WHAT NEEDS TO BE DONE: Reading the records below, count the lines in which the string "NAGKA" appears; write the number only.

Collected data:
★ ★ ★

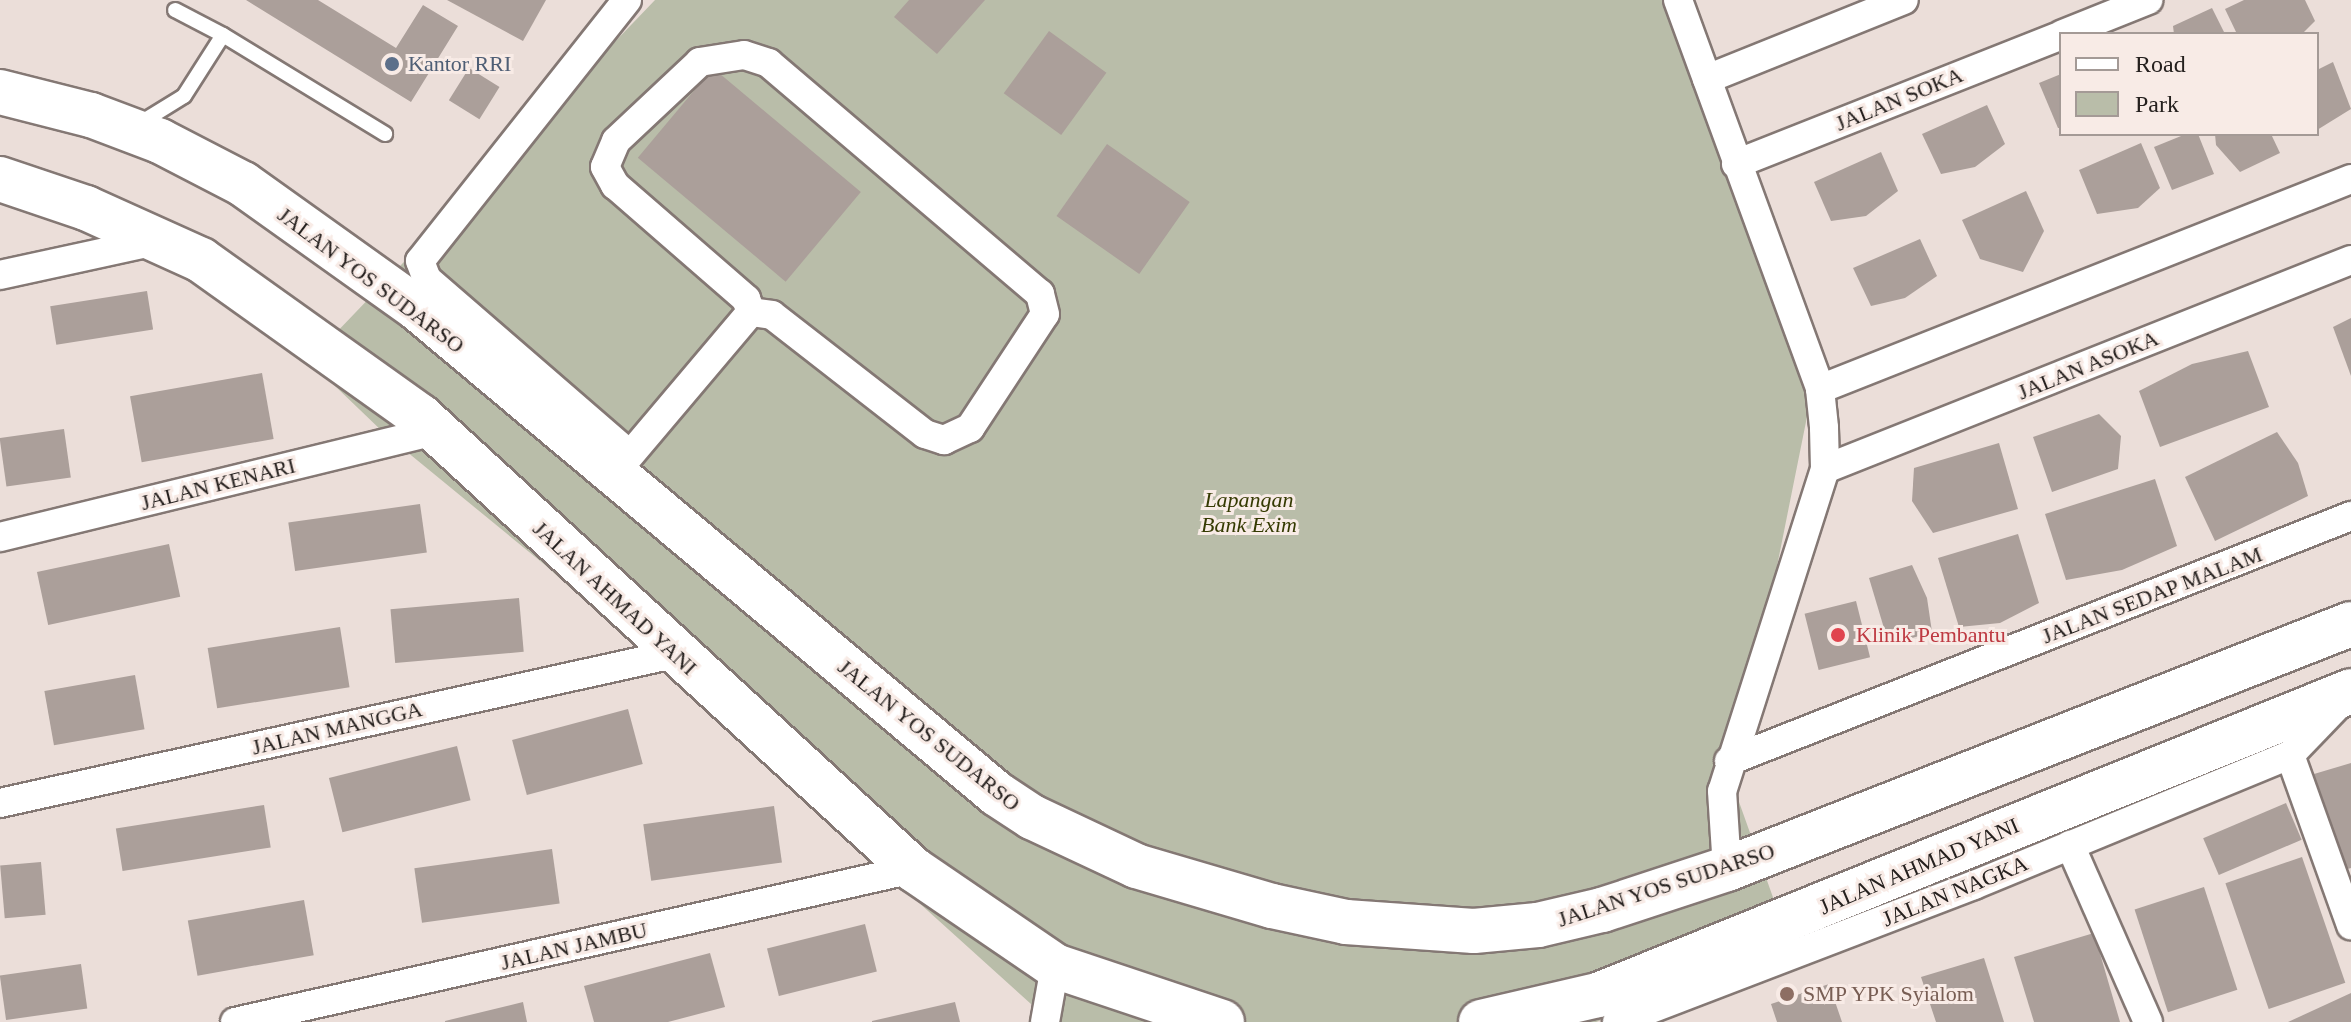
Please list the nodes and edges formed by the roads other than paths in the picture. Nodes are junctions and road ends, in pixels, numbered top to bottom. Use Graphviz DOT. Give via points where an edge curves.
graph roads {
  1 [pos="627,0"];
  2 [pos="1678,0"];
  3 [pos="1904,0"];
  4 [pos="2148,0"];
  5 [pos="175,10"];
  6 [pos="2067,32"];
  7 [pos="223,35"];
  8 [pos="2059,35"];
  9 [pos="1707,79"];
  10 [pos="0,92"];
  11 [pos="130,130"];
  12 [pos="385,134"];
  13 [pos="1736,164"];
  14 [pos="0,179"];
  15 [pos="2351,179"];
  16 [pos="162,240"];
  17 [pos="2351,260"];
  18 [pos="0,275"];
  19 [pos="751,312"];
  20 [pos="1820,389"];
  21 [pos="436,431"];
  22 [pos="621,464"];
  23 [pos="1825,469"];
  24 [pos="2351,516"];
  25 [pos="0,537"];
  26 [pos="2351,624"];
  27 [pos="674,654"];
  28 [pos="2351,691"];
  29 [pos="2290,755"];
  30 [pos="1729,761"];
  31 [pos="0,803"];
  32 [pos="2070,845"];
  33 [pos="913,869"];
  34 [pos="1727,869"];
  35 [pos="2351,925"];
  36 [pos="1055,966"];
  37 [pos="235,1022"];
  38 [pos="1045,1022"];
  39 [pos="1222,1022"];
  40 [pos="1481,1022"];
  41 [pos="1617,1022"];
  42 [pos="2148,1022"];
  1 -- 22 [label="street" via="420,261 427,279"];
  2 -- 9 [label="street"];
  3 -- 9 [label="street"];
  4 -- 6 [label="street, JALAN SOKA"];
  5 -- 7 [label="lane"];
  7 -- 11 [label="lane" via="184,96"];
  7 -- 12 [label="lane"];
  8 -- 13 [label="street, JALAN SOKA"];
  9 -- 13 [label="street"];
  10 -- 11 [label="highway, JALAN YOS SUDARSO"];
  11 -- 22 [label="highway, JALAN YOS SUDARSO" via="243,184"];
  13 -- 20 [label="street"];
  14 -- 16 [label="highway, JALAN AHMAD YANI"];
  15 -- 20 [label="street"];
  16 -- 18 [label="street"];
  16 -- 21 [label="highway, JALAN AHMAD YANI" via="201,260"];
  17 -- 23 [label="street, JALAN ASOKA"];
  19 -- 19 [label="street" via="772,315 925,434 944,440 970,428 1045,314 1040,294 769,63 744,55 700,62 616,141 605,167 615,185 746,299"];
  19 -- 22 [label="street"];
  20 -- 23 [label="street"];
  21 -- 25 [label="street, JALAN KENARI"];
  21 -- 27 [label="highway, JALAN AHMAD YANI"];
  22 -- 34 [label="highway, JALAN YOS SUDARSO" via="997,794 1079,841 1136,866 1204,889 1346,922 1474,931 1538,925 1602,910"];
  23 -- 30 [label="street"];
  24 -- 30 [label="street, JALAN SEDAP MALAM"];
  26 -- 34 [label="highway, JALAN YOS SUDARSO"];
  27 -- 31 [label="street, JALAN MANGGA"];
  27 -- 33 [label="highway, JALAN AHMAD YANI"];
  28 -- 29 [label="street"];
  28 -- 40 [label="highway, JALAN AHMAD YANI" via="1598,995"];
  29 -- 32 [label="street, JALAN NAGKA"];
  29 -- 35 [label="street"];
  30 -- 34 [label="street" via="1721,810"];
  32 -- 41 [label="street, JALAN NAGKA"];
  32 -- 42 [label="street"];
  33 -- 36 [label="highway, JALAN AHMAD YANI"];
  33 -- 37 [label="street, JALAN JAMBU"];
  36 -- 38 [label="street"];
  36 -- 39 [label="highway, JALAN AHMAD YANI"];
}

★ ★ ★

EXERCISE SOLUTION: 2